O economista dedicou parte de sua análise à complexa “nova ordem global”, marcada por fatores que elevam o custo do capital e o prêmio de risco. Ele apontou a “polarização política” e o papel da mídia social como geradores de “uma erosão nas instituições em grande parte dos países”, o que, por sua vez, “obviamente eleva o custo do dinheiro, eleva a insegurança, que no final das contas eleva também o prêmio de risco dos países”.

Outro ponto de atenção global citado foi a política econômica: “A gente tem, pela primeira vez, uma dissonância entre a política monetária e fiscal em vários países do mundo”.

Ele criticou a dificuldade dos governos em reverter os programas de incentivo pós-pandemia, resultando em juros caindo em alguns lugares, “mas ainda com a política, vamos dizer assim, fiscal expansiva”.

Somam-se a estes fatores o envelhecimento populacional, a baixa produtividade global – “com exceção dos Estados Unidos e mais um ou dois países” – e um “grande aumento de impostos”, concentrado “em capital, ou em estoque de capital ou em formação de capital”.

O ex-presidente do BC alertou que há custos crescentes com geopolítica e clima. “Nós temos um gasto de segurança, de defesa muito maior pelos temas geopolíticos, nós temos um custo do meio ambiente que se mostra um pouco mais elevado do que nós imaginávamos anterior e um custo da reestruturação da cadeia comercial também um pouco mais alto”, concluiu.
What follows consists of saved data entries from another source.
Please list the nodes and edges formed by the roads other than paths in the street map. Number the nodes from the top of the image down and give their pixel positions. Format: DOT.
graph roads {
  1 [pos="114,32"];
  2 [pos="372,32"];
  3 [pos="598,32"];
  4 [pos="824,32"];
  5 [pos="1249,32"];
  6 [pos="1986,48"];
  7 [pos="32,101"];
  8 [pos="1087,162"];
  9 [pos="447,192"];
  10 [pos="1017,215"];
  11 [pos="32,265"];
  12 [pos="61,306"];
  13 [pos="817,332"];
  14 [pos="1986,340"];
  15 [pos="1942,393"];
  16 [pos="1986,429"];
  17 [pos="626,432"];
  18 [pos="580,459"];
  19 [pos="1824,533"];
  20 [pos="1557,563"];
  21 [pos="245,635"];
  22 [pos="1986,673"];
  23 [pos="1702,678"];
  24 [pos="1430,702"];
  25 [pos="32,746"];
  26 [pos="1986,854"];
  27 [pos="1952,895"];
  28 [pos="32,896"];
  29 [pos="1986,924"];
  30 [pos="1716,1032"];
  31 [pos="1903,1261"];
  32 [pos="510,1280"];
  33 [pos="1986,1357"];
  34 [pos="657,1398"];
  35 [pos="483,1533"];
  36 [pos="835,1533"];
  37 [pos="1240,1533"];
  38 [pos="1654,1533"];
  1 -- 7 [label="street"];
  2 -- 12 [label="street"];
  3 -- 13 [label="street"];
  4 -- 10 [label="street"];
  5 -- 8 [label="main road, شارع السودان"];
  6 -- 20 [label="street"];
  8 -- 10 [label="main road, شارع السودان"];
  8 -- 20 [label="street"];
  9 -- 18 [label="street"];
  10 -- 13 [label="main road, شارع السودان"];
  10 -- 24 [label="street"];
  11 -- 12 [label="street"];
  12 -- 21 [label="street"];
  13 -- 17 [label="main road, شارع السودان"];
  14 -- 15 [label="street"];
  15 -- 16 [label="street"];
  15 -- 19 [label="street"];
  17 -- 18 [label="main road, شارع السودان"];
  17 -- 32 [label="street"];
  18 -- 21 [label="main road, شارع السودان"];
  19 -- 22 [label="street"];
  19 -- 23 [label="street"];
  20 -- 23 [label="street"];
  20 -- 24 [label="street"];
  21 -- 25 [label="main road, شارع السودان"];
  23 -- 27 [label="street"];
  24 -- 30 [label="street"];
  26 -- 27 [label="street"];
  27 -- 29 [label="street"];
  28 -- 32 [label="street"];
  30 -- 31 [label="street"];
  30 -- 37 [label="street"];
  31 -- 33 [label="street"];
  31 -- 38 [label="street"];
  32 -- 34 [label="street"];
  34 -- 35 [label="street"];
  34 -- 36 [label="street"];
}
Reformas e atividade econômica

Apesar dos ventos contrários globais, Campos Neto elogiou a agenda reformista do Brasil, destacando o papel do Congresso.

“O Brasil é um país que fez muitas reformas. Eu, quando na pandemia andava e conversava com meus amigos do Banco Central, ninguém acreditava que o Brasil fazia tanta reforma durante a pandemia. O Congresso brasileiro foi muito reformista, muitas reformas, inclusive a autonomia do Banco Central.”

Sobre a atividade econômica, ele projeta uma “desaceleração” no curto prazo. “Em termos de atividade, a economia brasileira deve desacelerar um pouco. A gente prevê uma queda de 0,9% no terceiro trimestre, mas com um crescimento anual ainda entre 2,1% e 2,2%.”

O mercado de trabalho, no entanto, é um ponto de atenção para a inflação. O executivo notou que o Brasil passa por um fenômeno global em que o mercado de trabalho está “razoavelmente apertado”, com empresas “mencionando dificuldades de contratar”. Embora o baixo desemprego seja positivo, “existe um medo de que isso gere uma pressão inflacionária”. Ele pontuou que a inflação de 12 meses está em “4,65%”, e, apesar de ter “melhorado na margem”, ainda está “bastante acima da meta”.

Tecnologia e inclusão financeira

Passando para a área de tecnologia, Campos Neto defendeu a inovação como o principal motor de inclusão. “Eu acho que a coisa mais importante é que a tecnologia é o instrumento mais democratizante do mundo. A gente consegue, através de tecnologia, oferecer serviços mais baratos, incluir mais pessoas, a gente consegue diminuir custos, a gente consegue aproximar distância.”

No setor financeiro, ele destacou os avanços brasileiros. “O que a tecnologia no mundo de finanças foi capaz de fazer é gerar uma enorme inclusão financeira. Quando a gente pensa o que o Brasil fez, o Brasil gerou 72 milhões de pessoas que passaram ao sistema financeiro, em termos de inclusão financeira, foram 50 milhões de pessoas que foram incluídas no sistema bancário.”

Segundo Campos Neto, o Brasil possui um sistema de intermediação financeira “muito digital”, com “94% da intermediação financeira digitalizada”, superando Estados Unidos e Europa. Ele fez um forte apelo à proteção da agenda de inovação do BC, citando o papel das fintechs na redução de custos e na democratização do crédito. “A gente não pode cair na falsa narrativa que a inovação gerou insegurança para a população. Quando a gente olha, por exemplo, os índices de segurança do PIX, eles são melhores que índices de segurança de vários sistemas de transferência de países desenvolvidos.”